▶ **TASK DETAILS**
Only the pictures are to be left out; write out the rest of the data exactly.

*** INFORMATION GIVEN ***

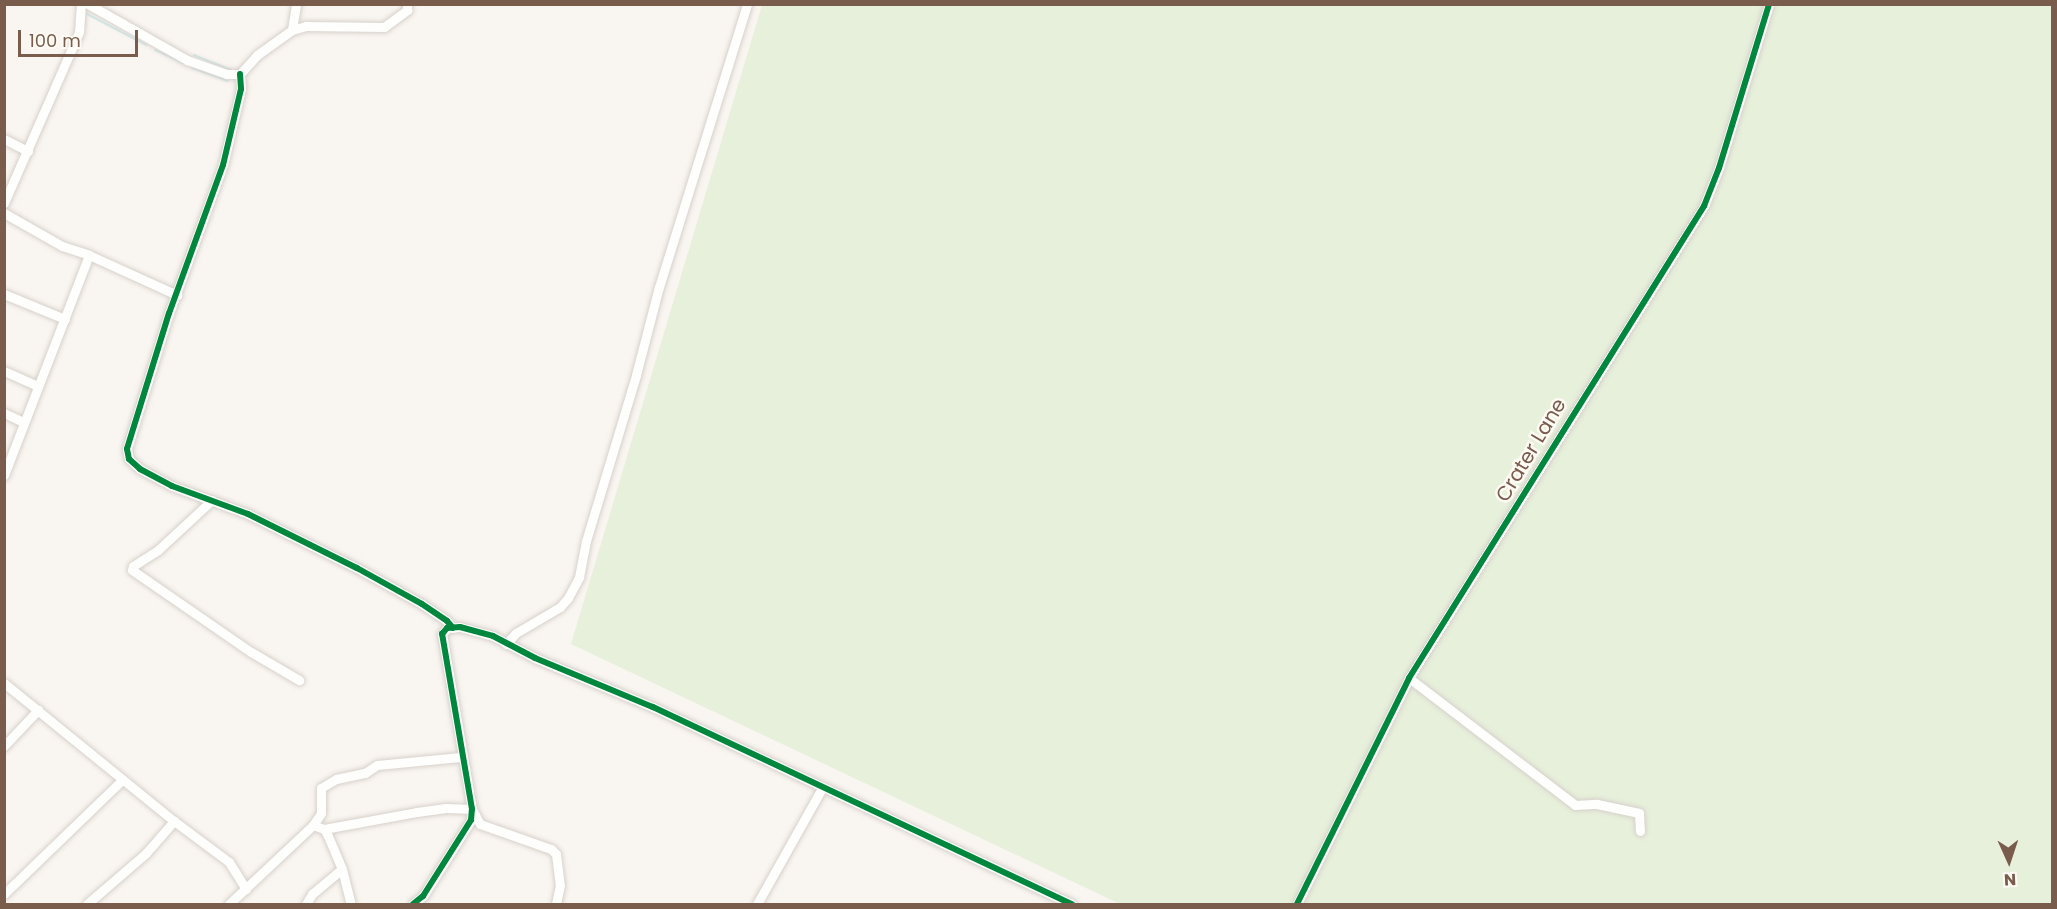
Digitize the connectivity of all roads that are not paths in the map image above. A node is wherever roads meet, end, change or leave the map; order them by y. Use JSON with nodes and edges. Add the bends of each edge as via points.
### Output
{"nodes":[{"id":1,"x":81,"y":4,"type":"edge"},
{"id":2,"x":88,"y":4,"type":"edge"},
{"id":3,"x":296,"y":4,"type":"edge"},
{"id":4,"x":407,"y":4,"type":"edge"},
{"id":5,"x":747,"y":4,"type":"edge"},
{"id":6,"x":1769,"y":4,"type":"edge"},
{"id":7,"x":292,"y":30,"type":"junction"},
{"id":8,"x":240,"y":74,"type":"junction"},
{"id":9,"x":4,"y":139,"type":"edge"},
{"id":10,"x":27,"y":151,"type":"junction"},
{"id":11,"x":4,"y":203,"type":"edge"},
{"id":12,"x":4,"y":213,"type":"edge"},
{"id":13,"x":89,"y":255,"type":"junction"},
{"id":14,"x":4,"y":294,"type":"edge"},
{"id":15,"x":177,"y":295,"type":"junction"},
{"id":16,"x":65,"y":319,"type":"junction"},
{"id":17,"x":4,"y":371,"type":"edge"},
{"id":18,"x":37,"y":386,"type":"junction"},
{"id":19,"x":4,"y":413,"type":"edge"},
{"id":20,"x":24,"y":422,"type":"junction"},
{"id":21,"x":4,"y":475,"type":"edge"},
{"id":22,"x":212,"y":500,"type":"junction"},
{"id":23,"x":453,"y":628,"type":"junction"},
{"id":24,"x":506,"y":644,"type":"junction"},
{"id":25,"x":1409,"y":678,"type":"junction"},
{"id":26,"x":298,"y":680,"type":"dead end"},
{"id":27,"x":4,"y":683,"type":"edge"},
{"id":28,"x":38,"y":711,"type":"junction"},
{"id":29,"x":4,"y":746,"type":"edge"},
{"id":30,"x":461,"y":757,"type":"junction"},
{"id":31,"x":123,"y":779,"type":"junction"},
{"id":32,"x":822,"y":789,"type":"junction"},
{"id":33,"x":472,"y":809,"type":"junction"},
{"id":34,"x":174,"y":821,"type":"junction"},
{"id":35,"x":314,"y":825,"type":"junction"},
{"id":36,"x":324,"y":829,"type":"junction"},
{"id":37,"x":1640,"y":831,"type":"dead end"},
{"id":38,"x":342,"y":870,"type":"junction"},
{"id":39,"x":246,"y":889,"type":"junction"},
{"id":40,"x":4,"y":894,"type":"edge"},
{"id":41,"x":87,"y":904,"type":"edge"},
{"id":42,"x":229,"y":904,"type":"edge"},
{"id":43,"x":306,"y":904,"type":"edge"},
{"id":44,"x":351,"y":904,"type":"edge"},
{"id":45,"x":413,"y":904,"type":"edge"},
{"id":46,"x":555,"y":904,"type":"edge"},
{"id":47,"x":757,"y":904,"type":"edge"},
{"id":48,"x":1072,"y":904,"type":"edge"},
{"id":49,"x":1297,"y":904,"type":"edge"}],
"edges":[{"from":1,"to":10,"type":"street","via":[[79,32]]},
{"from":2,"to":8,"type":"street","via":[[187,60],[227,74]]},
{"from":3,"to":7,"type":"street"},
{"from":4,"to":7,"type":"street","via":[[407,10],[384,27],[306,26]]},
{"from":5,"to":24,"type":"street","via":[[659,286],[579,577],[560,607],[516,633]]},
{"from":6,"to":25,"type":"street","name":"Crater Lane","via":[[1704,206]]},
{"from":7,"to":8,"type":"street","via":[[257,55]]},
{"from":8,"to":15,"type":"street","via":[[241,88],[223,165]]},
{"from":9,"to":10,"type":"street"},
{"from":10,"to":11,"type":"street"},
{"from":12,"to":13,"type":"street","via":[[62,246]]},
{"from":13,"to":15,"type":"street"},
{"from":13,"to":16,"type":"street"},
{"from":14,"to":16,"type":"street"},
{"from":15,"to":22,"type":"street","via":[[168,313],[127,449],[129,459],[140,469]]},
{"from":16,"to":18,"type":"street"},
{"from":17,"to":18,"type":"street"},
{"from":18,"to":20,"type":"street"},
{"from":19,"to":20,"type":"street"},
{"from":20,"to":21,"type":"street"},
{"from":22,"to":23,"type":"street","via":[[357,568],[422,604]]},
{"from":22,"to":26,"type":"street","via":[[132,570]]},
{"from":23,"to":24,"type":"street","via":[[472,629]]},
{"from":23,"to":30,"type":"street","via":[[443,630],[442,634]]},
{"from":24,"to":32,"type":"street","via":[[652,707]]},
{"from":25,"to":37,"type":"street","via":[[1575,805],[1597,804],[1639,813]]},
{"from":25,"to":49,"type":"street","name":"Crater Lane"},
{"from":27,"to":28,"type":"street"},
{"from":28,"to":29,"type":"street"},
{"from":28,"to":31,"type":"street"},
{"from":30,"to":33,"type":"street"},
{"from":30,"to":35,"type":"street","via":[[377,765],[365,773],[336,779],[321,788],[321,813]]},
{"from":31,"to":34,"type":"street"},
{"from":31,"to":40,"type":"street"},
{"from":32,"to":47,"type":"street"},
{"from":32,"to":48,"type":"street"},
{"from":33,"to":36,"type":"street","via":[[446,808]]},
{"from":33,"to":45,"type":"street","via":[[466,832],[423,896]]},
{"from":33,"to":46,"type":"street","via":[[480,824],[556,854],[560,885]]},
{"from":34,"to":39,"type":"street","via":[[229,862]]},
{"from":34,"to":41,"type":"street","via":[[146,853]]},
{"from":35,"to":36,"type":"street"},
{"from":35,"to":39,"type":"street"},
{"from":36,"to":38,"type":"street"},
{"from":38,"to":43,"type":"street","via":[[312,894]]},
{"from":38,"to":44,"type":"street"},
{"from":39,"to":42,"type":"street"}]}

*** End of INFORMATION GIVEN ***

▶ **COMPLETED TASK**
Digitize the connectivity of all roads that are not paths in the map image above. A node is wherever roads meet, end, change or leave the map; order them by y. Use JSON with nodes and edges. Add the bends of each edge as via points.
### Output
{"nodes":[{"id":1,"x":81,"y":4,"type":"edge"},
{"id":2,"x":88,"y":4,"type":"edge"},
{"id":3,"x":296,"y":4,"type":"edge"},
{"id":4,"x":407,"y":4,"type":"edge"},
{"id":5,"x":747,"y":4,"type":"edge"},
{"id":6,"x":1769,"y":4,"type":"edge"},
{"id":7,"x":292,"y":30,"type":"junction"},
{"id":8,"x":240,"y":74,"type":"junction"},
{"id":9,"x":4,"y":139,"type":"edge"},
{"id":10,"x":27,"y":151,"type":"junction"},
{"id":11,"x":4,"y":203,"type":"edge"},
{"id":12,"x":4,"y":213,"type":"edge"},
{"id":13,"x":89,"y":255,"type":"junction"},
{"id":14,"x":4,"y":294,"type":"edge"},
{"id":15,"x":177,"y":295,"type":"junction"},
{"id":16,"x":65,"y":319,"type":"junction"},
{"id":17,"x":4,"y":371,"type":"edge"},
{"id":18,"x":37,"y":386,"type":"junction"},
{"id":19,"x":4,"y":413,"type":"edge"},
{"id":20,"x":24,"y":422,"type":"junction"},
{"id":21,"x":4,"y":475,"type":"edge"},
{"id":22,"x":212,"y":500,"type":"junction"},
{"id":23,"x":453,"y":628,"type":"junction"},
{"id":24,"x":506,"y":644,"type":"junction"},
{"id":25,"x":1409,"y":678,"type":"junction"},
{"id":26,"x":298,"y":680,"type":"dead end"},
{"id":27,"x":4,"y":683,"type":"edge"},
{"id":28,"x":38,"y":711,"type":"junction"},
{"id":29,"x":4,"y":746,"type":"edge"},
{"id":30,"x":461,"y":757,"type":"junction"},
{"id":31,"x":123,"y":779,"type":"junction"},
{"id":32,"x":822,"y":789,"type":"junction"},
{"id":33,"x":472,"y":809,"type":"junction"},
{"id":34,"x":174,"y":821,"type":"junction"},
{"id":35,"x":314,"y":825,"type":"junction"},
{"id":36,"x":324,"y":829,"type":"junction"},
{"id":37,"x":1640,"y":831,"type":"dead end"},
{"id":38,"x":342,"y":870,"type":"junction"},
{"id":39,"x":246,"y":889,"type":"junction"},
{"id":40,"x":4,"y":894,"type":"edge"},
{"id":41,"x":87,"y":904,"type":"edge"},
{"id":42,"x":229,"y":904,"type":"edge"},
{"id":43,"x":306,"y":904,"type":"edge"},
{"id":44,"x":351,"y":904,"type":"edge"},
{"id":45,"x":413,"y":904,"type":"edge"},
{"id":46,"x":555,"y":904,"type":"edge"},
{"id":47,"x":757,"y":904,"type":"edge"},
{"id":48,"x":1072,"y":904,"type":"edge"},
{"id":49,"x":1297,"y":904,"type":"edge"}],
"edges":[{"from":1,"to":10,"type":"street","via":[[79,32]]},
{"from":2,"to":8,"type":"street","via":[[187,60],[227,74]]},
{"from":3,"to":7,"type":"street"},
{"from":4,"to":7,"type":"street","via":[[407,10],[384,27],[306,26]]},
{"from":5,"to":24,"type":"street","via":[[659,286],[579,577],[560,607],[516,633]]},
{"from":6,"to":25,"type":"street","name":"Crater Lane","via":[[1704,206]]},
{"from":7,"to":8,"type":"street","via":[[257,55]]},
{"from":8,"to":15,"type":"street","via":[[241,88],[223,165]]},
{"from":9,"to":10,"type":"street"},
{"from":10,"to":11,"type":"street"},
{"from":12,"to":13,"type":"street","via":[[62,246]]},
{"from":13,"to":15,"type":"street"},
{"from":13,"to":16,"type":"street"},
{"from":14,"to":16,"type":"street"},
{"from":15,"to":22,"type":"street","via":[[168,313],[127,449],[129,459],[140,469]]},
{"from":16,"to":18,"type":"street"},
{"from":17,"to":18,"type":"street"},
{"from":18,"to":20,"type":"street"},
{"from":19,"to":20,"type":"street"},
{"from":20,"to":21,"type":"street"},
{"from":22,"to":23,"type":"street","via":[[357,568],[422,604]]},
{"from":22,"to":26,"type":"street","via":[[132,570]]},
{"from":23,"to":24,"type":"street","via":[[472,629]]},
{"from":23,"to":30,"type":"street","via":[[443,630],[442,634]]},
{"from":24,"to":32,"type":"street","via":[[652,707]]},
{"from":25,"to":37,"type":"street","via":[[1575,805],[1597,804],[1639,813]]},
{"from":25,"to":49,"type":"street","name":"Crater Lane"},
{"from":27,"to":28,"type":"street"},
{"from":28,"to":29,"type":"street"},
{"from":28,"to":31,"type":"street"},
{"from":30,"to":33,"type":"street"},
{"from":30,"to":35,"type":"street","via":[[377,765],[365,773],[336,779],[321,788],[321,813]]},
{"from":31,"to":34,"type":"street"},
{"from":31,"to":40,"type":"street"},
{"from":32,"to":47,"type":"street"},
{"from":32,"to":48,"type":"street"},
{"from":33,"to":36,"type":"street","via":[[446,808]]},
{"from":33,"to":45,"type":"street","via":[[466,832],[423,896]]},
{"from":33,"to":46,"type":"street","via":[[480,824],[556,854],[560,885]]},
{"from":34,"to":39,"type":"street","via":[[229,862]]},
{"from":34,"to":41,"type":"street","via":[[146,853]]},
{"from":35,"to":36,"type":"street"},
{"from":35,"to":39,"type":"street"},
{"from":36,"to":38,"type":"street"},
{"from":38,"to":43,"type":"street","via":[[312,894]]},
{"from":38,"to":44,"type":"street"},
{"from":39,"to":42,"type":"street"}]}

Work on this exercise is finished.